The observations of Mr. William Brewster on the migration of birds at the Point Lepreaux (Bay of Fundy) lighthouse have never been exceeded in interest or value by the recorded experiences of any other observer of similar phenomena. Still, even his graphic account fails to produce the sensations which possess one when for the first time the air at night is actually seen to be filled with the tiny songsters which before were known only as timid haunters of woods and thickets.

On September 26, 1891, it was the writer's good fortune to pass the night with several ornithologists at the Bartholdi Statue in observing the nocturnal flight of birds. The weather was most favorable for our purpose. From the balcony at the base of the statue we saw the first bird enter the rays of light thrown out by the torch one hundred and fifty feet above us at eight o'clock. During the two succeeding hours birds were constantly heard and many were seen. At ten o'clock a light rain began to fall and for three hours it rained intermittently. Almost simultaneously there occurred a marked increase in the number of birds seen about the light, and within a few minutes there were hundreds where before there was one, while the air was filled with the calls and chirps of the passing host.

The birds presented a singular appearance. As they entered the limits of the divergent rays of light they became slightly luminous, but as their rapid wing-beats brought them into the glare of the torch they reflected the full splendor of the light, and resembled enormous fireflies or swarms of huge golden bees.

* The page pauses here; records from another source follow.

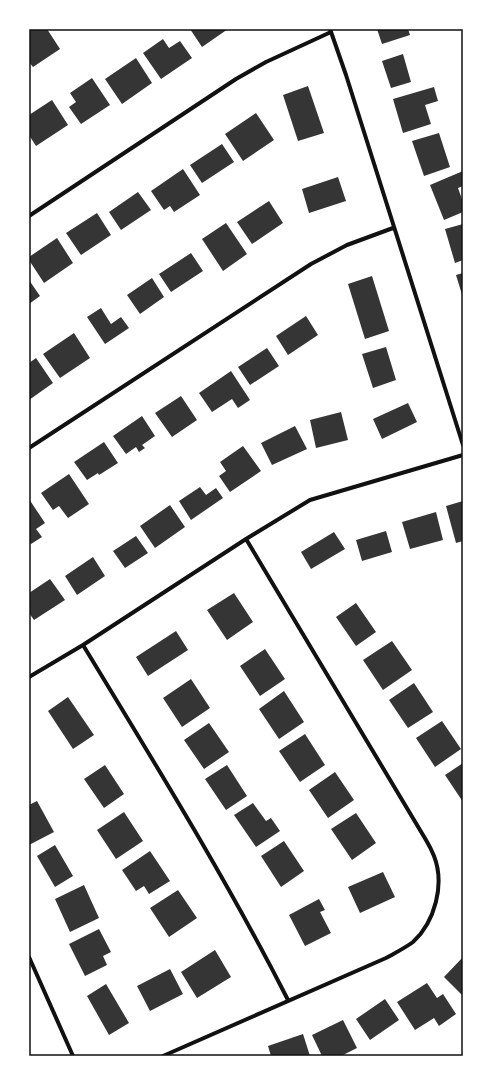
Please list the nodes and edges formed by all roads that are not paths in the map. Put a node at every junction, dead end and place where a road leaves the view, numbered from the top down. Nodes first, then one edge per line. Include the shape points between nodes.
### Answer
1 (330, 30) edge
2 (29, 216) edge
3 (393, 228) junction
4 (463, 445) edge
5 (29, 448) edge
6 (463, 455) edge
7 (246, 539) junction
8 (83, 645) junction
9 (29, 677) edge
10 (29, 957) edge
11 (288, 1000) junction
12 (73, 1056) edge
13 (163, 1056) edge

1 - 2 street via 236,79
1 - 3 street
3 - 4 street
3 - 5 street via 347,245 311,264
6 - 7 street via 310,500
7 - 8 street
7 - 11 street via 426,840 434,856 438,874 438,893 434,910 413,942 386,958
8 - 9 street
8 - 11 street via 198,836 259,942
10 - 12 street
11 - 13 street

At eleven o'clock we climbed to the torch and continued our observations from the balcony by which it is encircled. The scene was impressive beyond description; we seemed to have torn aside the veil which shrouds the mysteries of the night, and in the searching light reposed the secrets of Nature. As the tiny feathered wanderers emerged from the surrounding blackness, appeared for a moment in the brilliant halo about us, and continuing their journey were swallowed up in the gloom beyond, one marveled at the power which guided them thousands of miles through the trackless heavens. While by far the larger number hurried onward without pausing to inspect this strange apparition, others hovered before us like humming birds before a flower, then wheeling retreated for a short distance and returned to repeat the performance or pass us as did the first class mentioned, while others still, and the number was comparatively insignificant, struck some part of the torch either slightly or with sufficient force to cause them to fall stunned or dying. It was evidently by the merest accident that they struck at all; and so far as we could judge they were either dazzled by the rays of the light and thus unwittingly flew directly at the glass which protects it, or came in contact with some unilluminated part of the statue. During the two hours we were in the torch thousands of birds passed within sight, but less than twenty were killed.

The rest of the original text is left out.